(Saved entries)

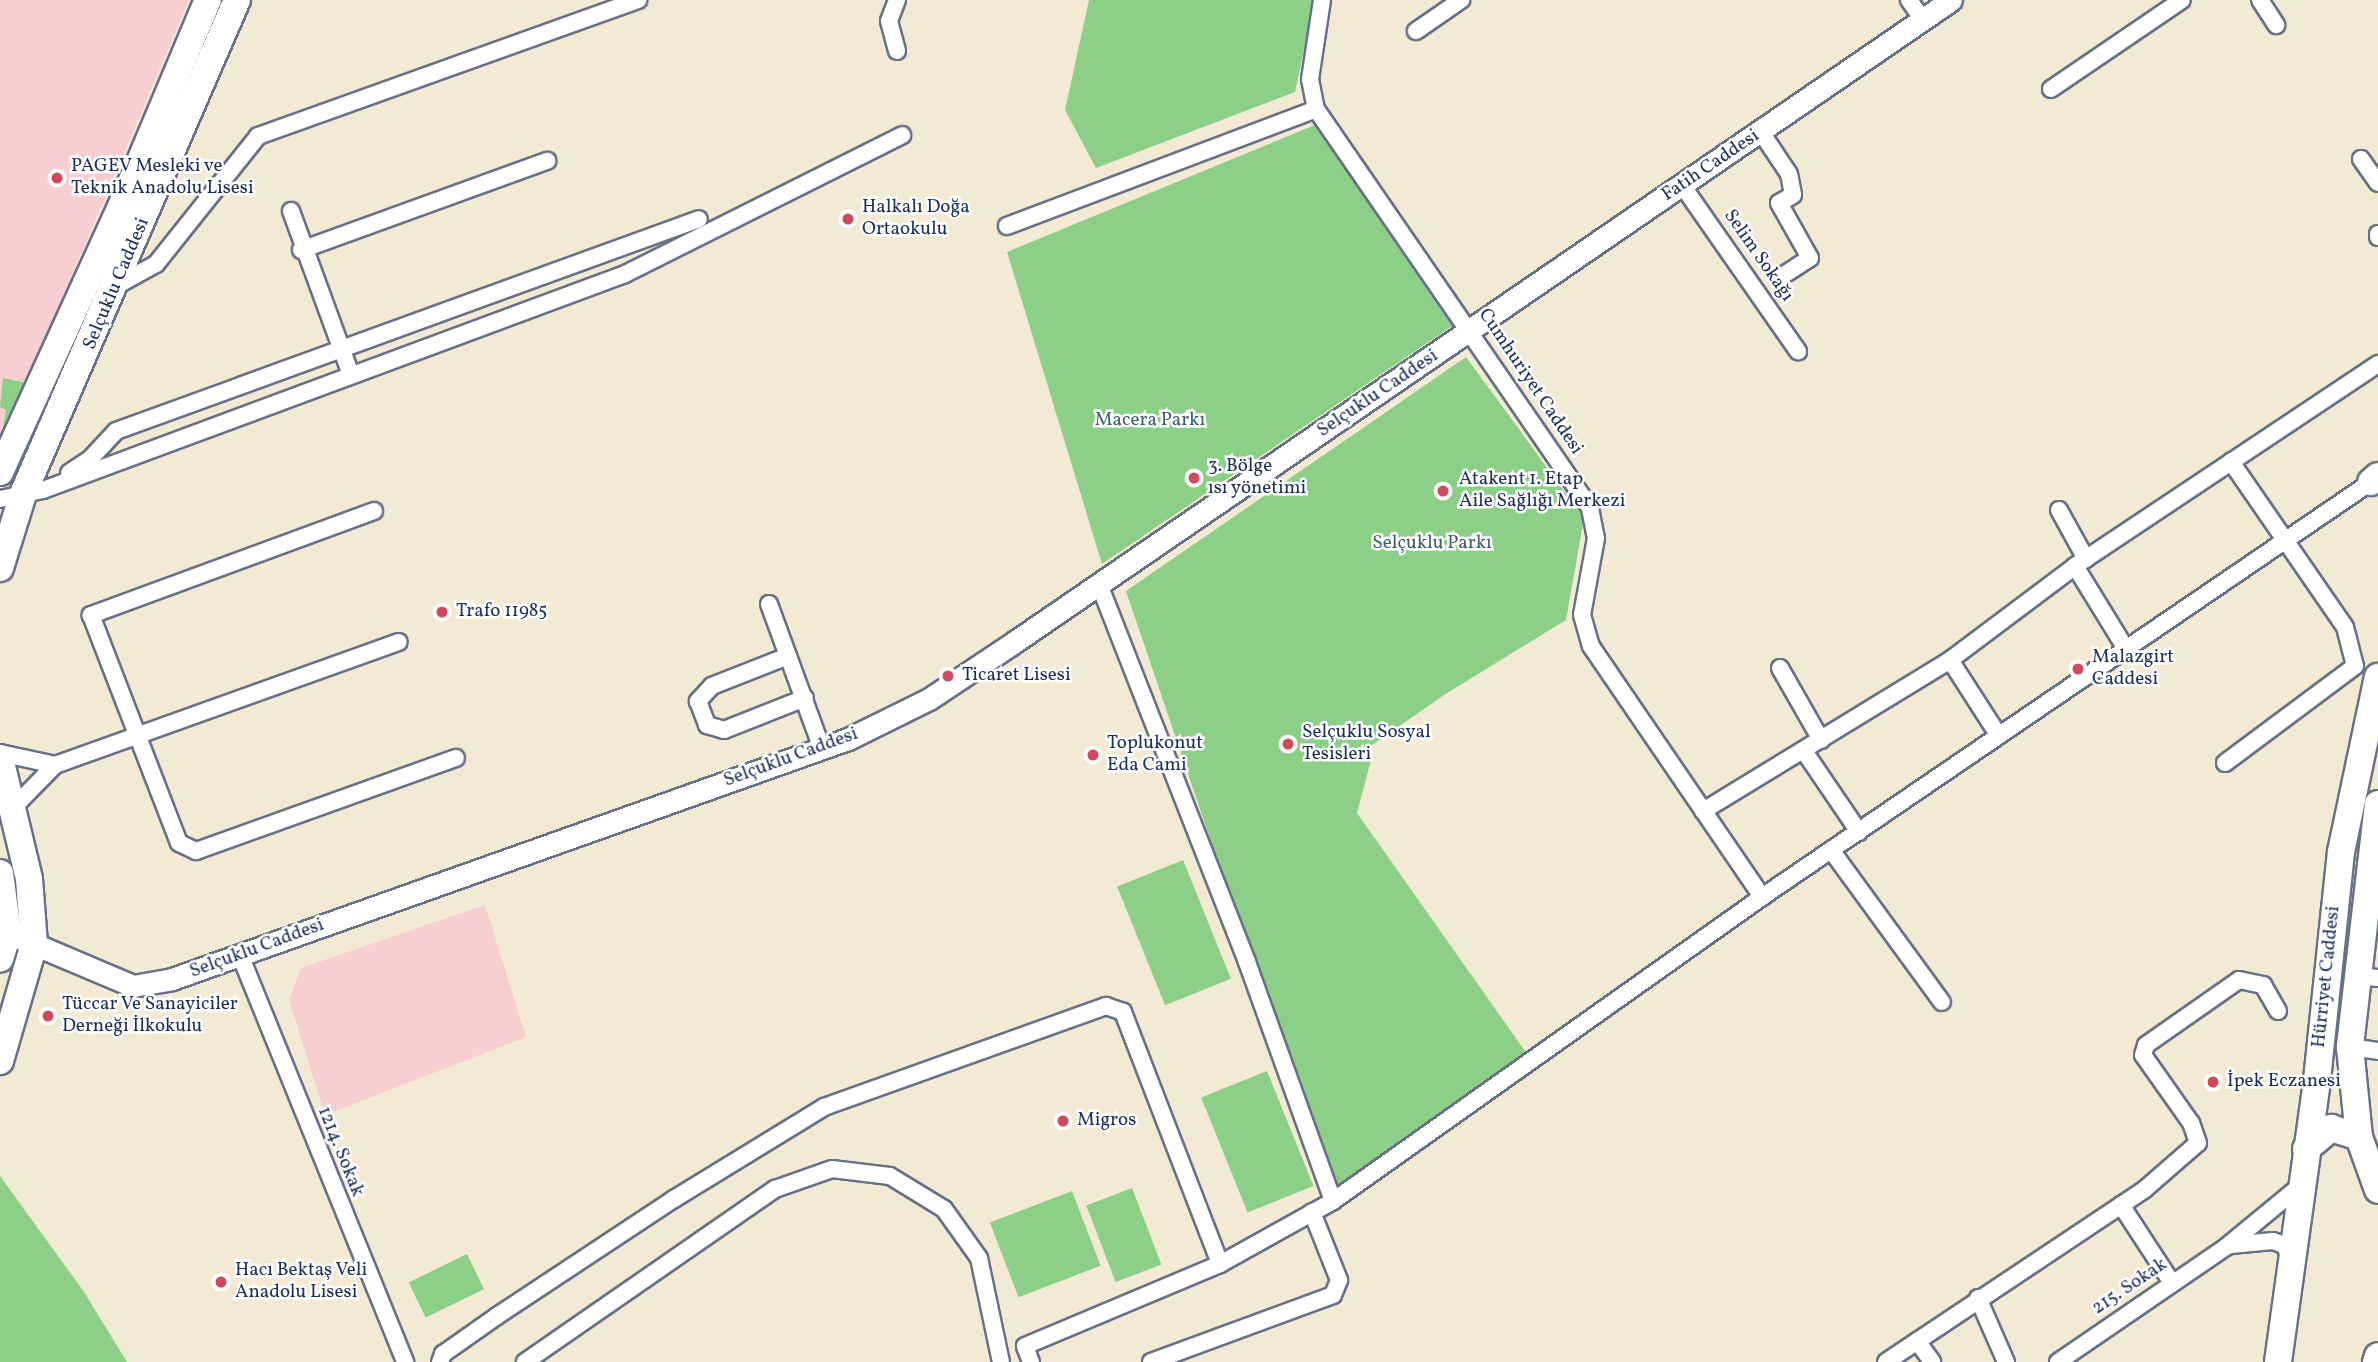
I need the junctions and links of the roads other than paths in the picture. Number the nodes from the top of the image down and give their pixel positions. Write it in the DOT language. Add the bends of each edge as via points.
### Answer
graph roads {
  1 [pos="208,0"];
  2 [pos="237,0"];
  3 [pos="638,0"];
  4 [pos="897,0"];
  5 [pos="1322,0"];
  6 [pos="1461,0"];
  7 [pos="1909,0"];
  8 [pos="1951,0"];
  9 [pos="2182,0"];
  10 [pos="2260,0"];
  11 [pos="1923,20"];
  12 [pos="2276,24"];
  13 [pos="1416,31"];
  14 [pos="897,51"];
  15 [pos="2051,89"];
  16 [pos="1316,109"];
  17 [pos="1761,132"];
  18 [pos="902,135"];
  19 [pos="2361,159"];
  20 [pos="547,160"];
  21 [pos="2378,183"];
  22 [pos="1682,185"];
  23 [pos="291,211"];
  24 [pos="699,219"];
  25 [pos="1007,226"];
  26 [pos="302,250"];
  27 [pos="1779,278"];
  28 [pos="116,286"];
  29 [pos="1470,331"];
  30 [pos="342,351"];
  31 [pos="1798,351"];
  32 [pos="2378,364"];
  33 [pos="351,375"];
  34 [pos="2231,462"];
  35 [pos="0,472"];
  36 [pos="2376,480"];
  37 [pos="22,494"];
  38 [pos="2059,510"];
  39 [pos="374,511"];
  40 [pos="2286,541"];
  41 [pos="2080,562"];
  42 [pos="0,568"];
  43 [pos="1099,584"];
  44 [pos="769,604"];
  45 [pos="400,642"];
  46 [pos="2126,649"];
  47 [pos="789,656"];
  48 [pos="1950,660"];
  49 [pos="1780,668"];
  50 [pos="2378,677"];
  51 [pos="805,698"];
  52 [pos="137,735"];
  53 [pos="1998,736"];
  54 [pos="1821,740"];
  55 [pos="822,748"];
  56 [pos="1804,751"];
  57 [pos="0,756"];
  58 [pos="456,758"];
  59 [pos="2225,763"];
  60 [pos="55,765"];
  61 [pos="2378,804"];
  62 [pos="13,808"];
  63 [pos="1703,811"];
  64 [pos="1859,832"];
  65 [pos="1831,850"];
  66 [pos="0,873"];
  67 [pos="2372,878"];
  68 [pos="1762,897"];
  69 [pos="8,934"];
  70 [pos="34,944"];
  71 [pos="240,955"];
  72 [pos="0,959"];
  73 [pos="2366,977"];
  74 [pos="1942,1002"];
  75 [pos="2278,1012"];
  76 [pos="2350,1047"];
  77 [pos="2378,1051"];
  78 [pos="0,1061"];
  79 [pos="2368,1139"];
  80 [pos="2306,1149"];
  81 [pos="2300,1186"];
  82 [pos="2378,1190"];
  83 [pos="1334,1201"];
  84 [pos="2121,1205"];
  85 [pos="1312,1212"];
  86 [pos="2226,1247"];
  87 [pos="2294,1262"];
  88 [pos="1220,1264"];
  89 [pos="2172,1283"];
  90 [pos="1979,1298"];
  91 [pos="1917,1341"];
  92 [pos="2378,1356"];
  93 [pos="405,1362"];
  94 [pos="440,1362"];
  95 [pos="525,1362"];
  96 [pos="1001,1362"];
  97 [pos="1031,1362"];
  98 [pos="1151,1362"];
  99 [pos="1886,1362"];
  100 [pos="1932,1362"];
  101 [pos="2006,1362"];
  102 [pos="2058,1362"];
  103 [pos="2278,1362"];
  104 [pos="2376,1362"];
  1 -- 35 [label="main road, Selçuklu Caddesi" via="120,209"];
  2 -- 28 [label="main road, Selçuklu Caddesi"];
  3 -- 28 [label="street" via="258,136 156,264"];
  4 -- 14 [label="street" via="889,21"];
  5 -- 16 [label="street, Cumhuriyet Caddesi" via="1310,79"];
  6 -- 13 [label="street"];
  7 -- 11 [label="street"];
  8 -- 11 [label="street, Fatih Caddesi"];
  9 -- 15 [label="street"];
  10 -- 12 [label="street"];
  11 -- 17 [label="street, Fatih Caddesi"];
  16 -- 25 [label="street"];
  16 -- 29 [label="street, Cumhuriyet Caddesi"];
  17 -- 22 [label="street, Fatih Caddesi"];
  17 -- 27 [label="street" via="1789,174 1793,195 1779,203 1810,258"];
  18 -- 33 [label="street" via="625,274"];
  19 -- 21 [label="street"];
  20 -- 26 [label="street"];
  22 -- 29 [label="street, Fatih Caddesi"];
  22 -- 31 [label="street, Selim Sokağı"];
  23 -- 26 [label="street"];
  24 -- 30 [label="street"];
  26 -- 30 [label="street"];
  28 -- 37 [label="main road, Selçuklu Caddesi"];
  29 -- 43 [label="street, Selçuklu Caddesi"];
  29 -- 63 [label="street, Cumhuriyet Caddesi" via="1590,508 1596,538 1582,615 1591,646"];
  30 -- 33 [label="street"];
  30 -- 37 [label="street" via="116,430 90,459"];
  32 -- 34 [label="street"];
  33 -- 37 [label="street"];
  34 -- 40 [label="street"];
  34 -- 41 [label="street"];
  36 -- 40 [label="street"];
  37 -- 42 [label="main road, Selçuklu Caddesi"];
  38 -- 41 [label="street"];
  39 -- 52 [label="street" via="91,615"];
  40 -- 46 [label="street"];
  40 -- 59 [label="street" via="2345,627 2355,666"];
  41 -- 46 [label="street"];
  41 -- 48 [label="street"];
  43 -- 55 [label="street, Selçuklu Caddesi" via="929,699"];
  43 -- 83 [label="street" via="1247,962"];
  44 -- 47 [label="street"];
  45 -- 52 [label="street"];
  46 -- 53 [label="street"];
  47 -- 51 [label="street"];
  47 -- 51 [label="street" via="712,686 698,701 707,725 724,730"];
  48 -- 53 [label="street"];
  48 -- 54 [label="street"];
  49 -- 54 [label="street"];
  50 -- 80 [label="main road, Hürriyet Caddesi" via="2341,852"];
  51 -- 55 [label="street"];
  52 -- 58 [label="street" via="178,843 197,851"];
  52 -- 60 [label="street"];
  53 -- 64 [label="street"];
  54 -- 56 [label="street"];
  55 -- 71 [label="street, Selçuklu Caddesi"];
  56 -- 63 [label="street"];
  56 -- 64 [label="street"];
  57 -- 60 [label="street"];
  57 -- 62 [label="main road"];
  60 -- 62 [label="street"];
  61 -- 67 [label="main road, Hürriyet Caddesi"];
  62 -- 70 [label="main road" via="29,879"];
  63 -- 68 [label="street, Cumhuriyet Caddesi"];
  64 -- 65 [label="street"];
  65 -- 68 [label="street"];
  65 -- 74 [label="street"];
  66 -- 69 [label="main road"];
  67 -- 73 [label="main road, Hürriyet Caddesi"];
  68 -- 83 [label="street"];
  69 -- 70 [label="street, Selçuklu Caddesi"];
  69 -- 72 [label="main road"];
  70 -- 71 [label="street, Selçuklu Caddesi" via="133,986 172,979"];
  70 -- 78 [label="main road"];
  71 -- 93 [label="street, 1214. Sokak"];
  73 -- 76 [label="main road, Hürriyet Caddesi"];
  75 -- 84 [label="street" via="2263,985 2239,979 2146,1045 2143,1055 2192,1123 2198,1143"];
  76 -- 77 [label="street"];
  76 -- 79 [label="main road, Hürriyet Caddesi"];
  79 -- 80 [label="main road" via="2331,1128"];
  79 -- 82 [label="main road, Hürriyet Caddesi"];
  80 -- 81 [label="main road, Hürriyet Caddesi"];
  81 -- 86 [label="street, 215. Sokak"];
  81 -- 87 [label="main road, Hürriyet Caddesi"];
  83 -- 85 [label="street"];
  84 -- 89 [label="street"];
  84 -- 90 [label="street"];
  85 -- 88 [label="street"];
  85 -- 98 [label="street" via="1339,1280 1333,1295"];
  86 -- 87 [label="street" via="2258,1239 2273,1241 2284,1245"];
  86 -- 89 [label="street, 215. Sokak"];
  87 -- 103 [label="main road, Hürriyet Caddesi"];
  88 -- 94 [label="street" via="1123,1012 1106,1006 824,1107 497,1316 443,1354"];
  88 -- 97 [label="street" via="1025,1346"];
  89 -- 102 [label="street, 215. Sokak"];
  90 -- 91 [label="street"];
  90 -- 101 [label="street"];
  91 -- 99 [label="street"];
  91 -- 100 [label="street"];
  92 -- 104 [label="main road"];
  95 -- 96 [label="street" via="775,1189 832,1169 890,1176 944,1209 979,1258"];
}
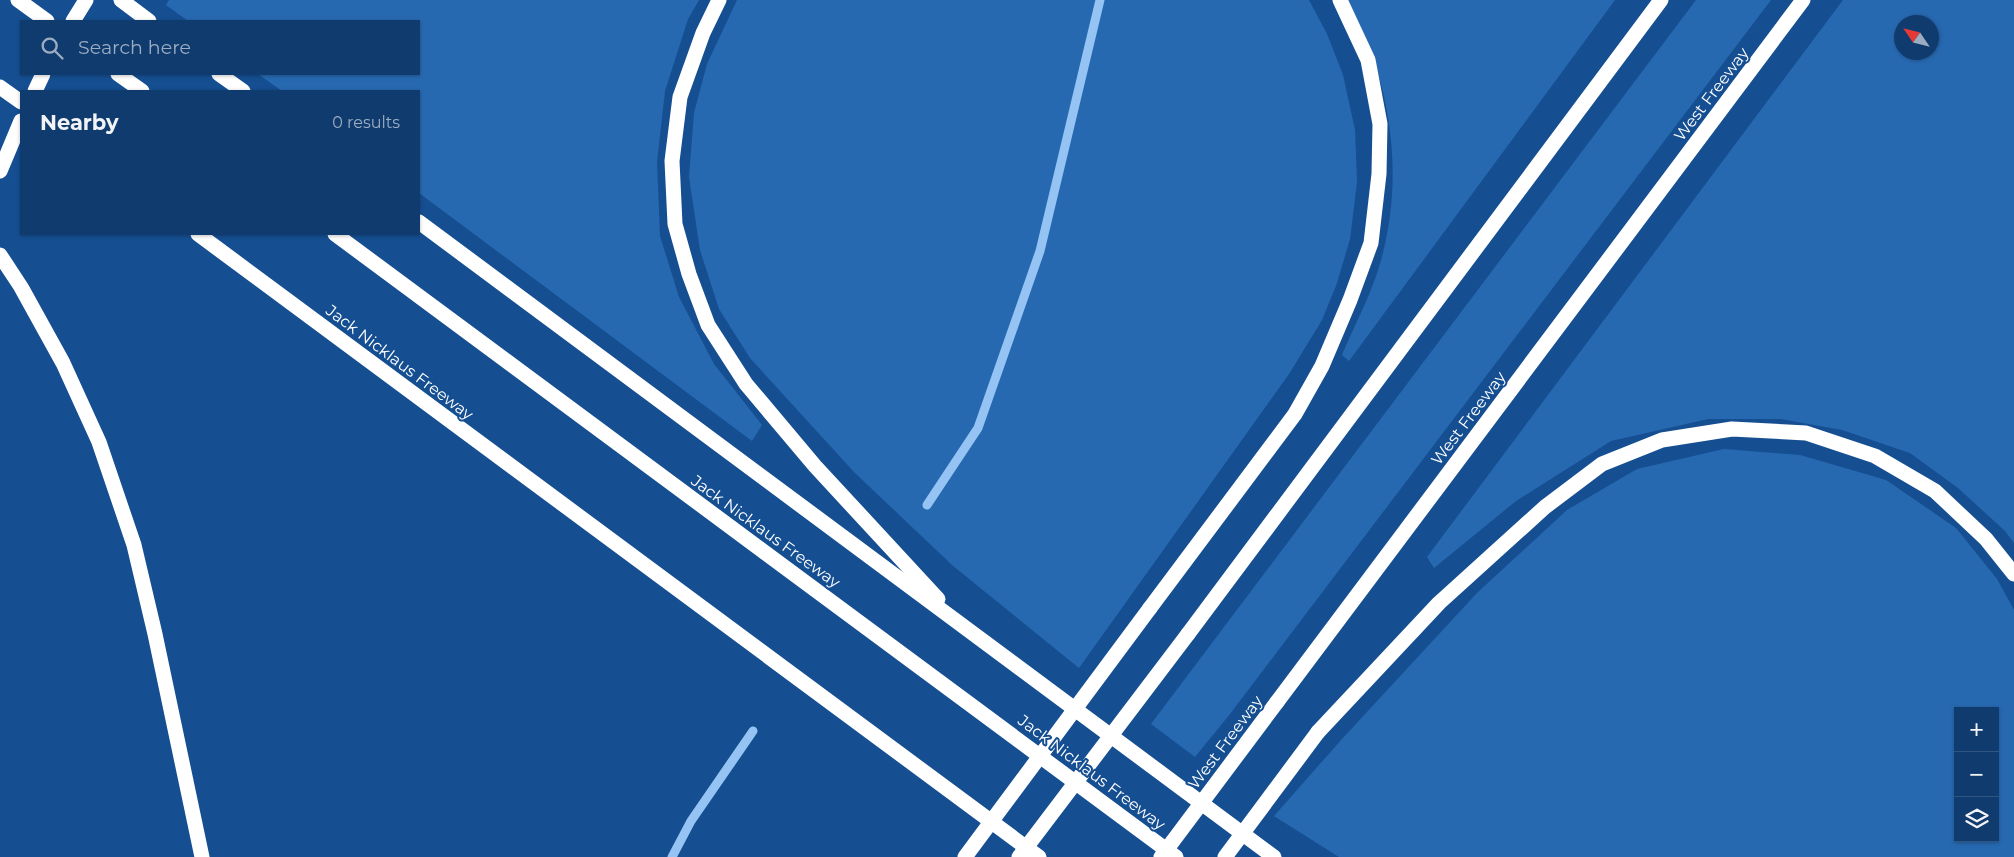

ACTION ITEM | Find the word "roads" in the entries and show each line where it is found.

SOLUTION TO THE EXERCISE |
I need the junctions and links of the roads other than paths in the picture. Number the nodes from the top of the image down and give their pixel positions. Write it in the DOT language. Add the bends of each edge as via points.
graph roads {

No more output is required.